What needs to be done:
Without including any picture, repeat the records below exactly.

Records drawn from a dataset
────────────────
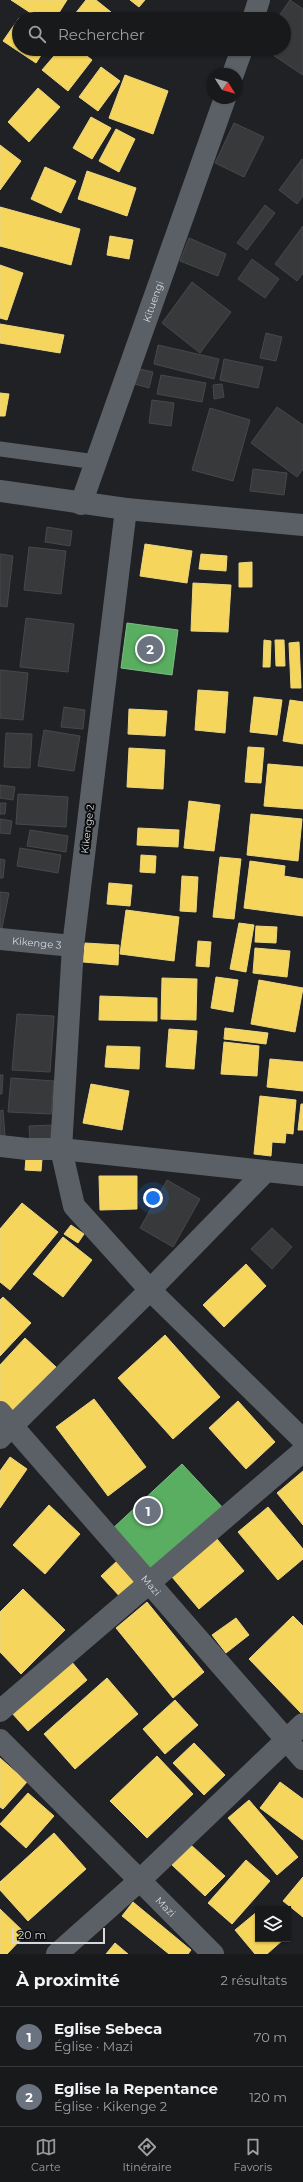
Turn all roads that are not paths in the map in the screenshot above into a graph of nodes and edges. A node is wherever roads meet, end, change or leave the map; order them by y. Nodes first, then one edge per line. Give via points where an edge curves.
1 (259, 0) edge
2 (255, 12) edge
3 (239, 56) edge
4 (235, 68) edge
5 (223, 104) edge
6 (0, 449) edge
7 (96, 462) junction
8 (0, 492) edge
9 (81, 504) junction
10 (126, 509) junction
11 (303, 525) edge
12 (0, 939) edge
13 (73, 946) junction
14 (0, 1146) edge
15 (61, 1149) junction
16 (265, 1172) junction
17 (303, 1174) edge
18 (150, 1290) junction
19 (4, 1425) edge
20 (303, 1440) edge
21 (303, 1451) edge
22 (149, 1582) junction
23 (0, 1711) edge
24 (303, 1724) edge
25 (0, 1740) edge
26 (286, 1740) junction
27 (303, 1759) edge
28 (139, 1881) junction
29 (56, 1954) edge
30 (213, 1954) edge

1 - 2 street
3 - 4 street
5 - 7 street, Kituengi
6 - 7 lane
7 - 9 street, Kituengi
8 - 9 street
9 - 10 street
10 - 11 street
10 - 13 street, Kikenge 2
12 - 13 street, Kikenge 3
13 - 15 street, Kikenge 2
14 - 15 street
15 - 16 street
15 - 18 street, Kikenge 2 via 74,1206
16 - 17 street
16 - 18 street
18 - 19 street
18 - 20 street, Kikenge 2
19 - 22 street, Mazi
21 - 22 street
22 - 23 street
22 - 26 street, Mazi
24 - 26 street
25 - 28 street, Mazi
26 - 27 street, Mazi
26 - 28 street
28 - 29 street
28 - 30 street, Mazi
────────────────
Solution to the exercise:
Turn all roads that are not paths in the map in the screenshot above into a graph of nodes and edges. A node is wherever roads meet, end, change or leave the map; order them by y. Nodes first, then one edge per line. Give via points where an edge curves.
1 (259, 0) edge
2 (255, 12) edge
3 (239, 56) edge
4 (235, 68) edge
5 (223, 104) edge
6 (0, 449) edge
7 (96, 462) junction
8 (0, 492) edge
9 (81, 504) junction
10 (126, 509) junction
11 (303, 525) edge
12 (0, 939) edge
13 (73, 946) junction
14 (0, 1146) edge
15 (61, 1149) junction
16 (265, 1172) junction
17 (303, 1174) edge
18 (150, 1290) junction
19 (4, 1425) edge
20 (303, 1440) edge
21 (303, 1451) edge
22 (149, 1582) junction
23 (0, 1711) edge
24 (303, 1724) edge
25 (0, 1740) edge
26 (286, 1740) junction
27 (303, 1759) edge
28 (139, 1881) junction
29 (56, 1954) edge
30 (213, 1954) edge

1 - 2 street
3 - 4 street
5 - 7 street, Kituengi
6 - 7 lane
7 - 9 street, Kituengi
8 - 9 street
9 - 10 street
10 - 11 street
10 - 13 street, Kikenge 2
12 - 13 street, Kikenge 3
13 - 15 street, Kikenge 2
14 - 15 street
15 - 16 street
15 - 18 street, Kikenge 2 via 74,1206
16 - 17 street
16 - 18 street
18 - 19 street
18 - 20 street, Kikenge 2
19 - 22 street, Mazi
21 - 22 street
22 - 23 street
22 - 26 street, Mazi
24 - 26 street
25 - 28 street, Mazi
26 - 27 street, Mazi
26 - 28 street
28 - 29 street
28 - 30 street, Mazi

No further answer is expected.